A Guide for Womxn and Everyone to Deal with People Who Interrupt

Source: The Guardian

By: Pooja Kadaboina

The recent US Vice-Presidential debate showed Senator Kamala Harris’ persistent (and deliberately polite) efforts in trying to stop Vice-President candidate, Mike Pence from interrupting her speech most times. We’re reminded once again how womxn and people of several discriminated intersectional identities are constantly spoken over and drowned out in conversations that they are a rightful part of; especially in workplace environments. Here’s a concise guide on how you can deal with interruptions and people who interrupt:

1. “I’m not finished talking.”

Be firm and direct. You can be politely blunt and get your point across. Make the interrupter aware of the fact that you will be open to discussion once you’re done talking. Try not to use apologetic language when interrupting the interrupter back – phrases like “Let me finish,” or beginning your sentence with “I’m sorry, but…” only seem like you’re seeking the interrupter’s permission, and causes a monopolisation of power in the discussion.

2. “One moment.”

Though slightly aggressive, try to keep talking. There may be a period of a few seconds where you and the interrupter will be talking simultaneously, but if you continue on with a louder, and more assertive tone, the interrupter may back off. If it doesn’t seem to work, you can always pause, say “One moment,” with your palm raised up towards them to signal your refusal to allow them to speak while you’re speaking, and then continue on with your point.

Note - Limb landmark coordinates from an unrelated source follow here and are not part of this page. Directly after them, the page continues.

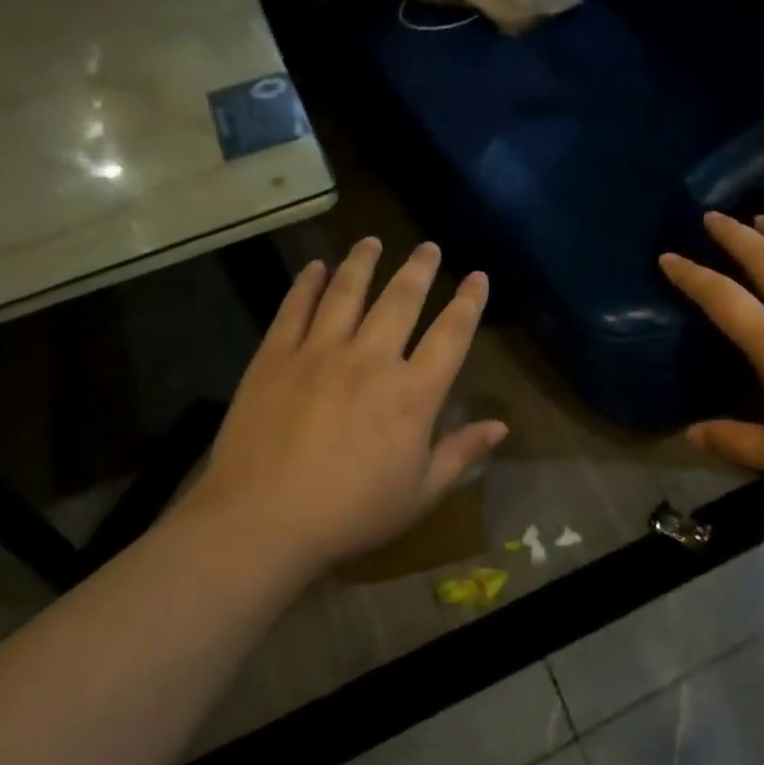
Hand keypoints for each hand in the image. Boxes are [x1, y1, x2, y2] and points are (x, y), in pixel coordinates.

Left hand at [186, 238, 505, 571]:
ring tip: (372, 241)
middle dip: (419, 269)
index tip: (478, 277)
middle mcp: (372, 359)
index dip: (469, 302)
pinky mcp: (276, 357)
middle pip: (401, 300)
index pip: (452, 335)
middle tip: (428, 247)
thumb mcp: (419, 494)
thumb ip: (461, 454)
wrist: (262, 523)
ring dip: (363, 262)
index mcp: (413, 394)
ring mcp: (320, 353)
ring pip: (347, 292)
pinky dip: (306, 284)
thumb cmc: (351, 514)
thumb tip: (501, 426)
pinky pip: (295, 309)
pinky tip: (314, 267)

3. “That sounds good, but coming back to what I was saying…”

Redirect the conversation. Sometimes, interrupters manage to cut in and finish what they have to say anyway. One way you can take back hold of the conversation is by shortly reviewing whatever was said, and redirecting the attention back to what you were originally saying and then, going on to finish talking. In this way, you give your opinion on the interrupter’s points, and then bring your own into focus once again.

4. “I’d like to hear the rest of [Name]’s thoughts.”

A good way to deal with being an audience to someone being interrupted is to be a supportive ally to them. If they’re unable to refute the actions of the interrupter by themself, pitch in and help refocus the conversation on the original speaker. Interjecting with sentences like “As [Name] was saying…” or “We could come back to this after [Name] finishes the rest of their thoughts,” helps amplify the right of the speaker in voicing their ideas without abrupt interruptions.

5. “We’ve heard from [Name], what do others have to say about this?”

In some cases, especially when you’re leading a meeting, you can direct the conversation to a third person or to the whole group. So, instead of attention passing over what you’d said before you were interrupted, you’d be bringing focus back to it. And you’d be doing it in a way that is responsive to the interrupter, and is inclusive of any opinions as prompted by you. But don’t forget, if you were interrupted at a point where you weren’t able to finish what you had to say, make sure that you do before extending the floor for an open discussion.

Womxn and individuals of discriminated intersectional identities are often interrupted due to the bias that their contributions matter less than (usually) cisgender straight (white) men whose opinions and ideas are valued higher. One thing you can do is be firm to be heard, and help others do the same. And you needn’t always be polite, if you wish.